Message  Admin Mer 10 Mar 2010 - 20:55

Soucieuses de réhabiliter le cœur de la capitale, les autorités chassent une partie de la population vers la périphérie. Une opération qui suscite la grogne des 30 000 personnes concernées.

DE HANOI
Depuis deux mois, elle tourne en rond dans un appartement meublé d’un petit bureau et de matelas. Nguyen Thi Yen a quitté la rue Hang Bac, dans le cœur du vieux quartier de la capitale vietnamienne, pour le dixième étage d’un immeuble de la périphérie, sur l’autre rive du fleuve Rouge. Ce déménagement, elle ne le souhaitait pas. “Les autorités nous ont coupé l’eau et l’électricité”, accuse cette femme de 67 ans. “Nous vivions là depuis trois générations.” Avec les huit membres de sa famille, elle occupait 13 m2 dans un ancien temple bouddhiste, aujourd’hui en cours de restauration. Le comité populaire de l’arrondissement [équivalent de la mairie] lui a racheté cette surface pour 50 millions de dongs [2 000 euros]. Mais il lui réclame dix fois plus pour les deux nouveaux appartements d’environ 40 m2 qui lui ont été attribués contre son gré. “Comment vais-je payer ? Depuis l’expulsion, j’ai perdu mon unique source de revenus. Je ne peux plus vendre comme avant des vêtements dans la rue : ici, l’activité est trop faible. Et me rendre en moto-taxi au centre-ville – à 8 kilomètres ! – me reviendrait à 80 000 dongs [3 euros] par jour. Je n’en ai pas les moyens”, se lamente-t-elle.
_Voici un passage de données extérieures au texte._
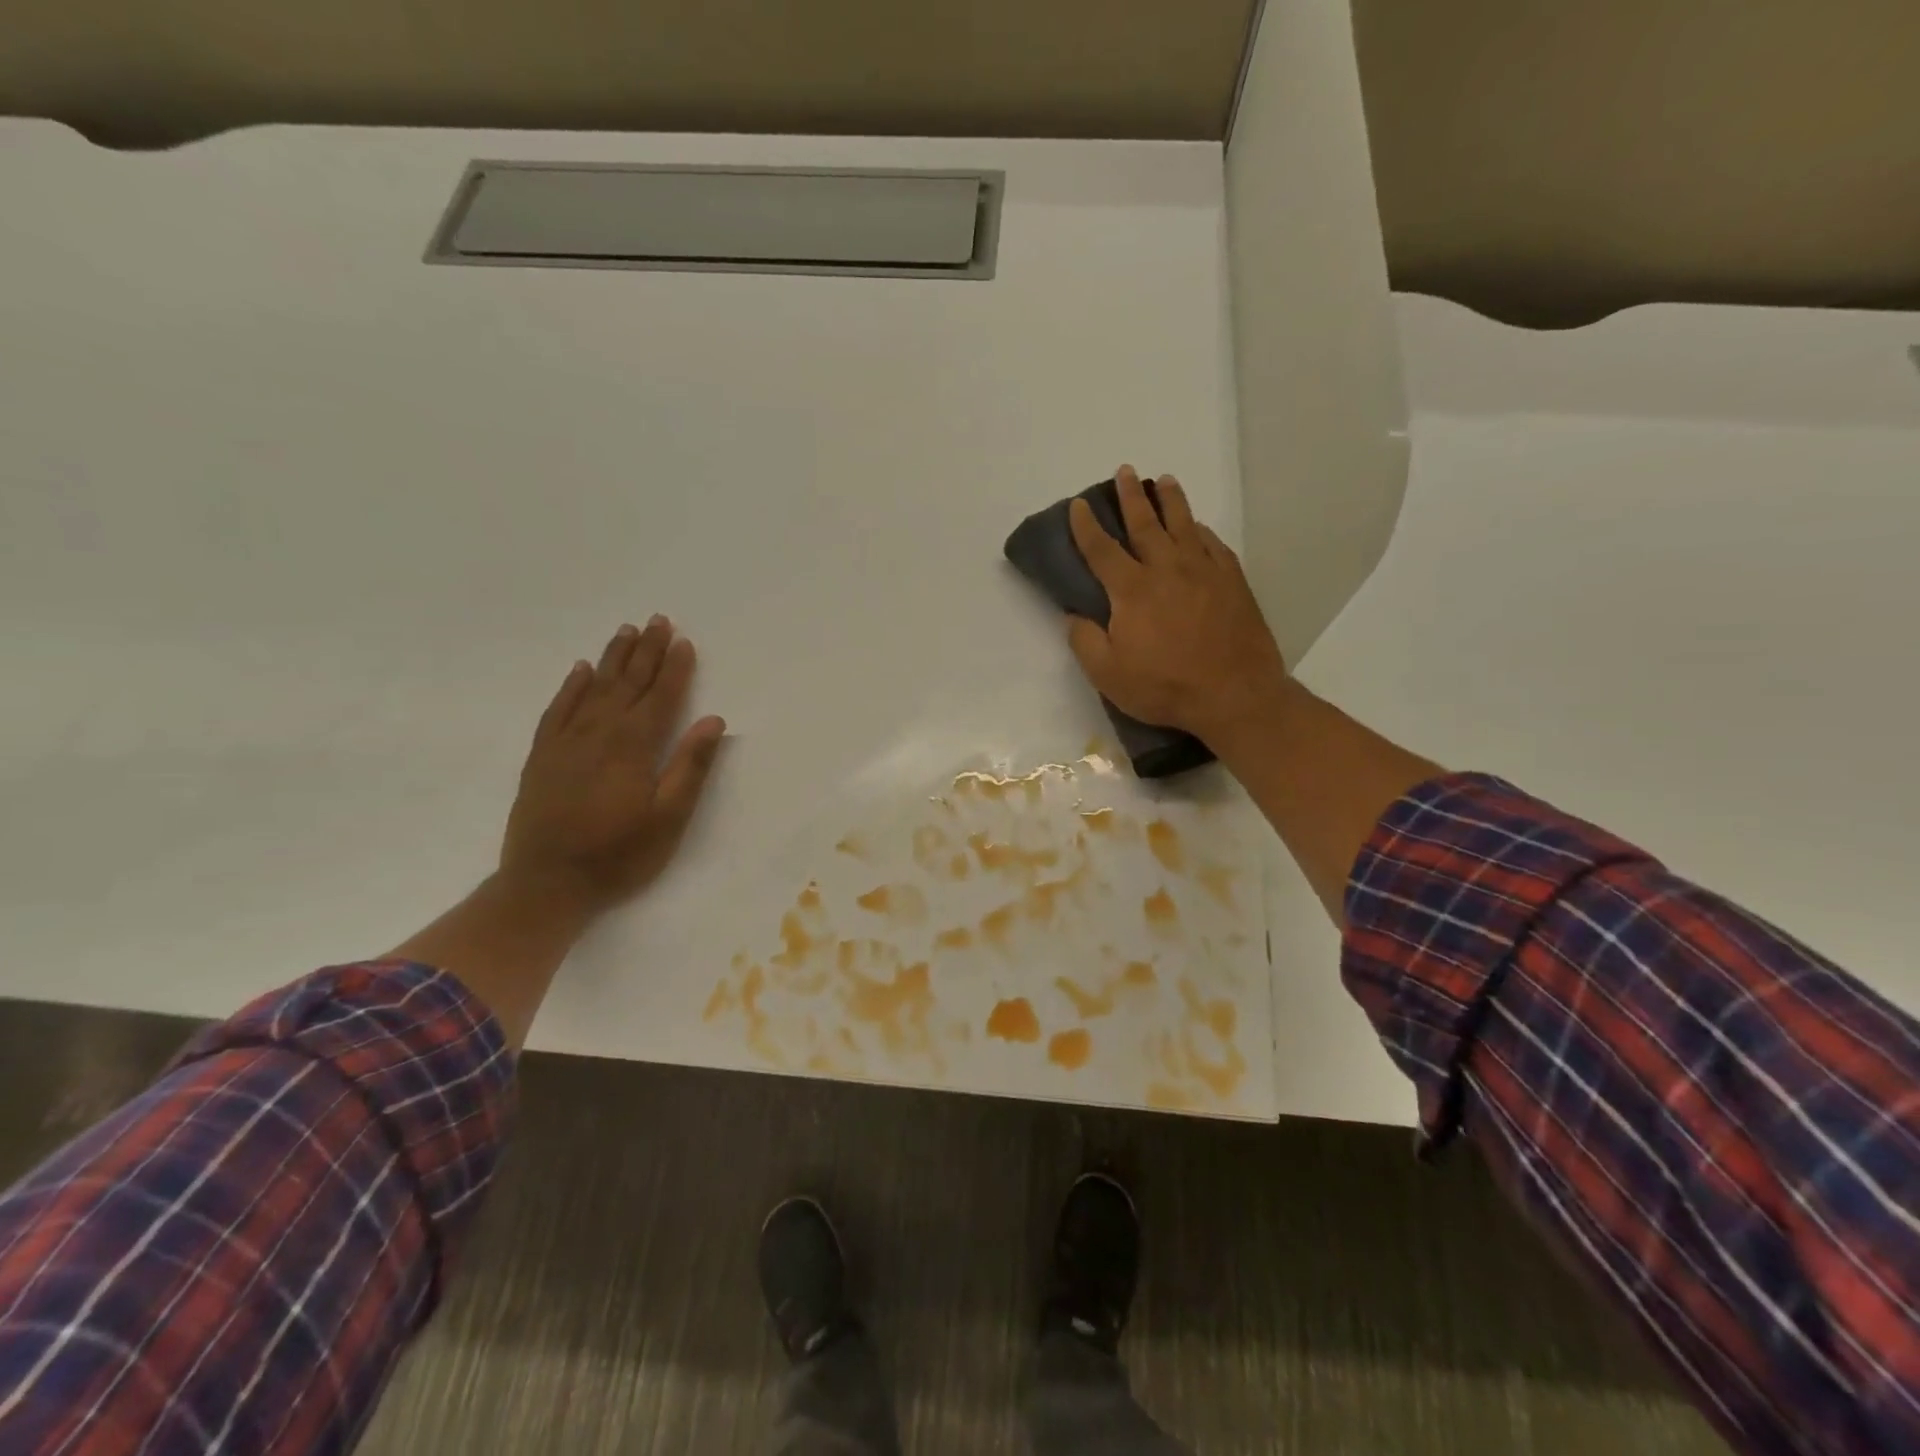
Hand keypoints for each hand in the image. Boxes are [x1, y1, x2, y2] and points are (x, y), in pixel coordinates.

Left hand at [499, 618, 726, 914]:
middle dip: (647, 651)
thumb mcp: (669, 818)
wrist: (545, 884)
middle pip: (628, 683)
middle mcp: (599, 733)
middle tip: (658, 620)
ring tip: (627, 631)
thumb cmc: (618, 855)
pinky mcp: (543, 756)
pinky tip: (581, 670)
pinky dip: (572, 686)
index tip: (684, 641)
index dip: (675, 668)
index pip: (661, 696)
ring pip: (594, 688)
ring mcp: (566, 742)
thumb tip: (713, 720)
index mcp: (634, 746)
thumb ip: (691, 766)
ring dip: (614, 658)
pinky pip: (559, 709)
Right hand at [1067, 465, 1291, 748]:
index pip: (1102, 549)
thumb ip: (1085, 641)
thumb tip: (1073, 616)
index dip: (1086, 526)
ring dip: (1171, 500)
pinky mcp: (1232, 581)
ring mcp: (1204, 571)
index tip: (1078, 505)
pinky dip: (1202, 530)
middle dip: (1131, 496)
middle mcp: (1166, 569)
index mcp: (1132, 590)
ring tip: (1164, 481)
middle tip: (1125, 471)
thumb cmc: (1165, 687)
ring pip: (1183, 525)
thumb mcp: (1108, 675)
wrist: (1234, 694)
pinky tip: (1198, 526)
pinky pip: (1214, 544)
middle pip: (1145, 523)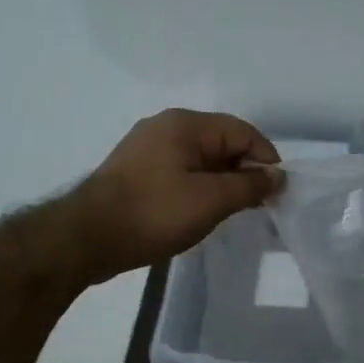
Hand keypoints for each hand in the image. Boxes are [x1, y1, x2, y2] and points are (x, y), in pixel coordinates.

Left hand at [66, 109, 279, 284]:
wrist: (86, 238)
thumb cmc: (154, 213)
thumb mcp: (211, 200)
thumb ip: (249, 185)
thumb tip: (277, 175)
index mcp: (185, 124)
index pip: (242, 131)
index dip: (265, 159)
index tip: (276, 192)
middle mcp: (165, 127)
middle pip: (221, 142)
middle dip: (244, 171)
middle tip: (256, 206)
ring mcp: (146, 149)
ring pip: (201, 159)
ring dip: (221, 182)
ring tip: (231, 212)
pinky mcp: (135, 172)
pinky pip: (180, 172)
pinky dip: (198, 187)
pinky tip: (200, 212)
La famille de Nguyen Thi Yen compte parmi les toutes premières relogées du vieux quartier. Dans ce centre historique, enchevêtrement de pagodes, de boutiques et d’hôtels pour routards, se concentrent 84 000 habitants sur 1 kilomètre carré. Une densité que l’arrondissement de Hoan Kiem, dont dépend la zone, a décidé de réduire très fortement : 30 000 âmes dehors. “La surpopulation affecte en premier lieu la qualité de vie des résidents”, expliquait dans la presse locale Lê Quynh Anh, responsable du programme de relogement. Dans le centre-ville, jusqu’à 80 personnes cohabitent dans une seule maison. Après l’indépendance (1954), le nouveau gouvernement communiste a logé les paysans qui avaient participé à la lutte dans ces grandes demeures bourgeoises, surnommées “maisons-tubes” parce qu’elles s’étirent sur 60 à 80 mètres. A chacune de ces adresses sont domiciliées cinq, sept ou vingt familles, qui parfois se partagent points d’eau ou sanitaires. Au fil des décennies, certains ont construit un étage de plus ou aménagé une cuisine sur un balcon. Là, une terrasse a été murée pour agrandir la bâtisse d’une chambre. “C’était une erreur de laisser le quartier se peupler autant. Aujourd’hui, il s’écroule physiquement”, observe Romain Orfeuvre, architecte français qui œuvre à sa préservation. “Avec le relogement, les autorités reviennent, sans le dire clairement, sur une décision passée, prise en temps de guerre.”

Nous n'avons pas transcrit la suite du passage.